Cracks in the Ivory Tower : Antibiotics Research and the Changes in Academia 1980-2015

Abstract: At the same time as resistance to antibiotics became an increasingly problematic health care concern around the world, major changes occurred in the condition scientists faced when conducting university-based research. This thesis aims to study these changes as they applied to antibacterial and bacteriological research, and how they influenced the researchers’ ability to make new scientific discoveries. Especially such discoveries that could be of critical importance for addressing the resistance problems of the era.Using interviews with researchers, funding data and political documents, this thesis has been able to confirm that findings regarding the global trend of changes in academic research from previous research also applied to the bacteriological research in Sweden in the late 20th and early 21st century. These changes included increased performance pressure, administrative burden, and concentration of funding to a few large research groups as well as decreased employment security and less time for senior researchers to be directly active in the scientific work.

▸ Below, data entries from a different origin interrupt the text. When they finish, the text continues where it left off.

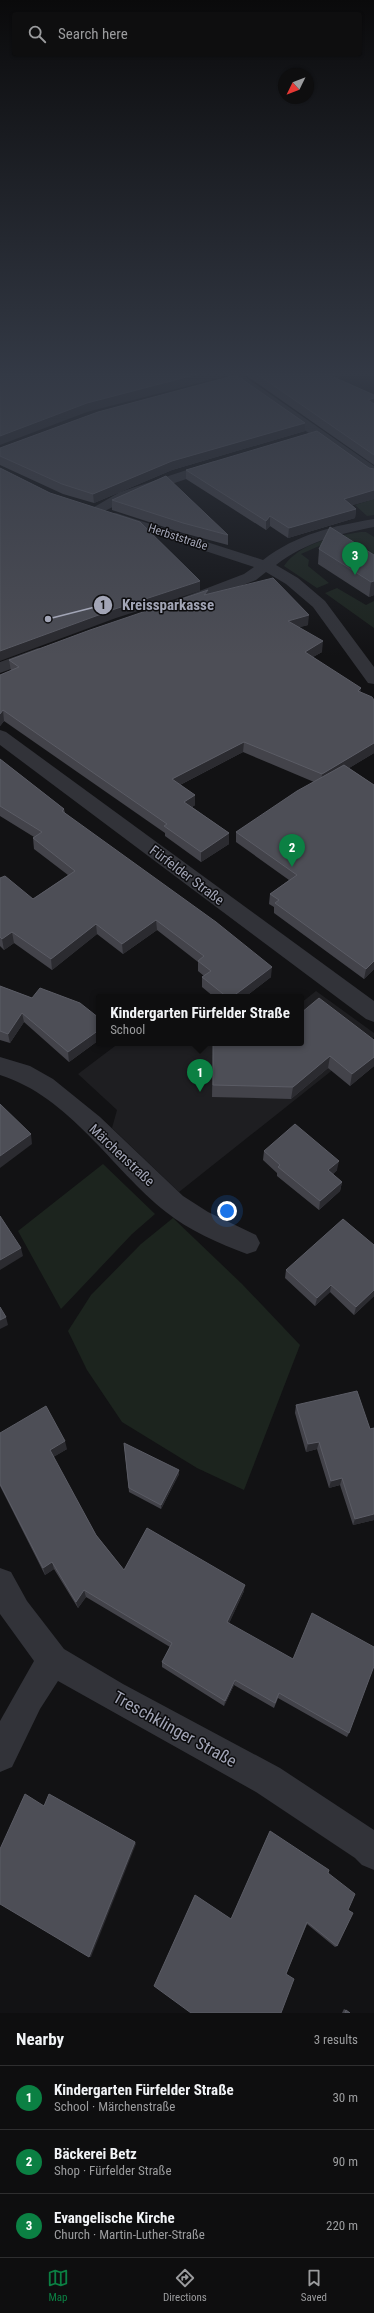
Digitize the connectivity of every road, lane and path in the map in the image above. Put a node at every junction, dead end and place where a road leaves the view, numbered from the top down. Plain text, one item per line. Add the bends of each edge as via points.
1 (207, 468) edge
2 (374, 523) edge
3 (267, 566) junction
4 (164, 609) edge
5 (55, 647) edge
6 (0, 668) edge
7 (374, 679) edge
8 (0, 736) edge
9 (374, 1013) edge
10 (0, 1066) edge
11 (247, 1243) dead end
12 (0, 1582) edge
13 (53, 1660) junction
14 (0, 1755) edge
15 (374, 1853) edge

1 - 3 street, Herbststraße via 89,508
2 - 3 street via 327,532 303,541 284,551
3 - 4 street via 250,577 222,589
3 - 7 street, Herbststraße via 292,581 319,604
5 - 6 street
8 - 9 street, Fürfelder Straße
10 - 11 street, Märchenstraße via 30,1076 58,1095 176,1205
12 - 13 street, Treschklinger Straße via 16,1612
13 - 14 street via 29,1698
13 - 15 street, Treschklinger Straße via 268,1780

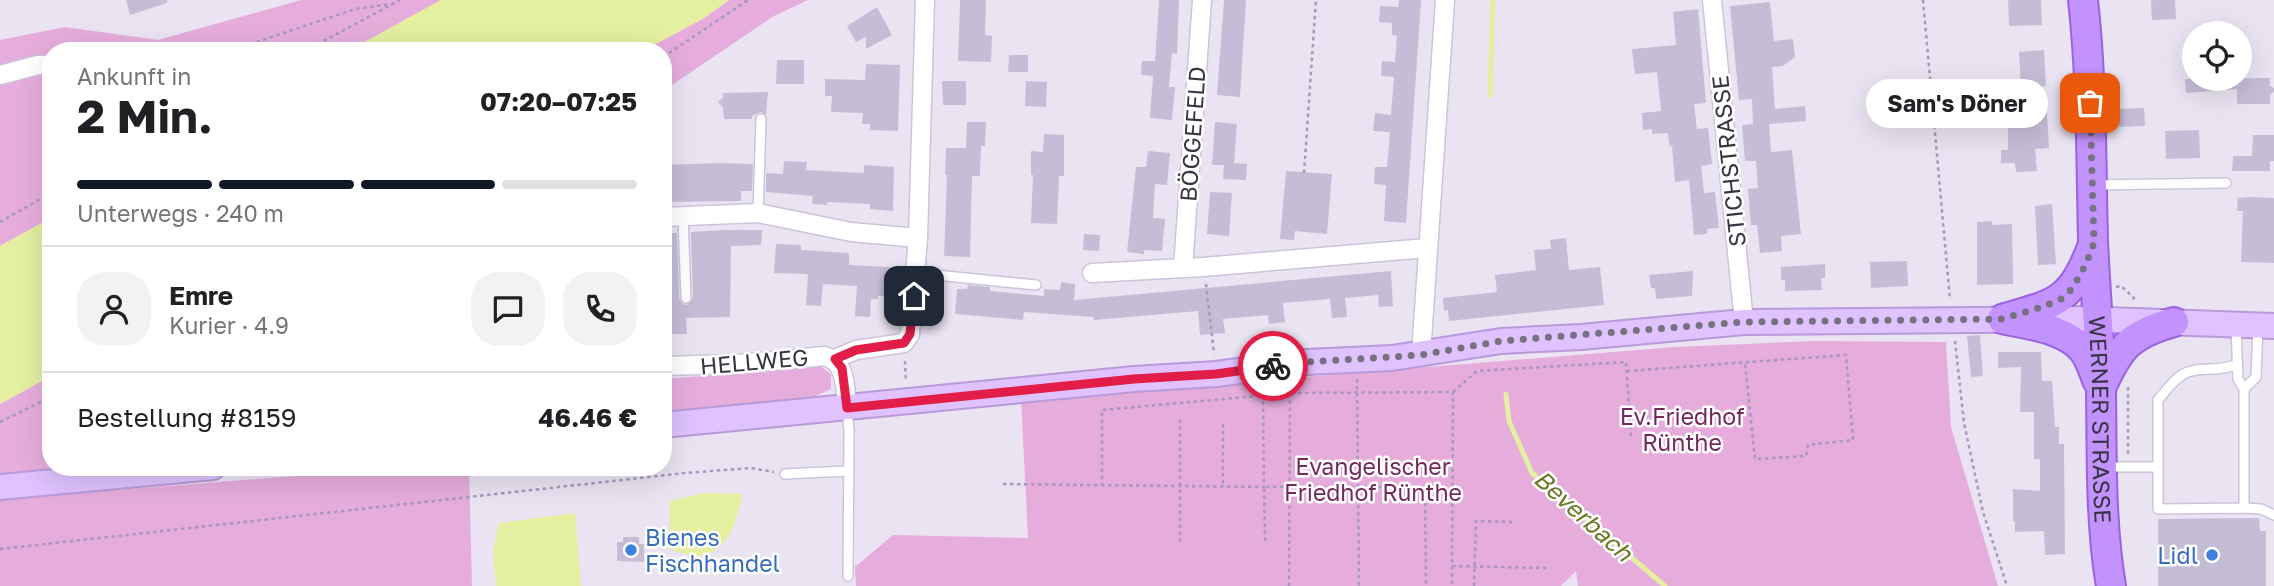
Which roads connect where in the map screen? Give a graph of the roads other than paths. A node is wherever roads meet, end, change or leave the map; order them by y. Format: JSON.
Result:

While there were many intertwined underlying factors for these developments, most of them could be traced back to the changes in funding model for academic science. Most crucially, research funding turned from being based on employment to being based on recurring applications to funding agencies.In conclusion, the changes in academic research conditions had major impacts on the ability of researchers to make new scientific discoveries. They incentivised doing safe, low-risk research with predictable outcomes, and producing many small, insubstantial publications. There were also some positive effects, such as a decrease in the impunity of senior researchers and a limitation on their ability to rest on their laurels. However, overall, this move away from taking chances and daring to research the truly unknown is likely to have decreased the ability of researchers to utilise their talents and follow-up on chance findings, decreasing their potential for discovery-making. Instead, it is likely that these changes within academia indirectly contributed to the antibacterial resistance problem by slowing down the rate of major breakthroughs in antibacterial treatments.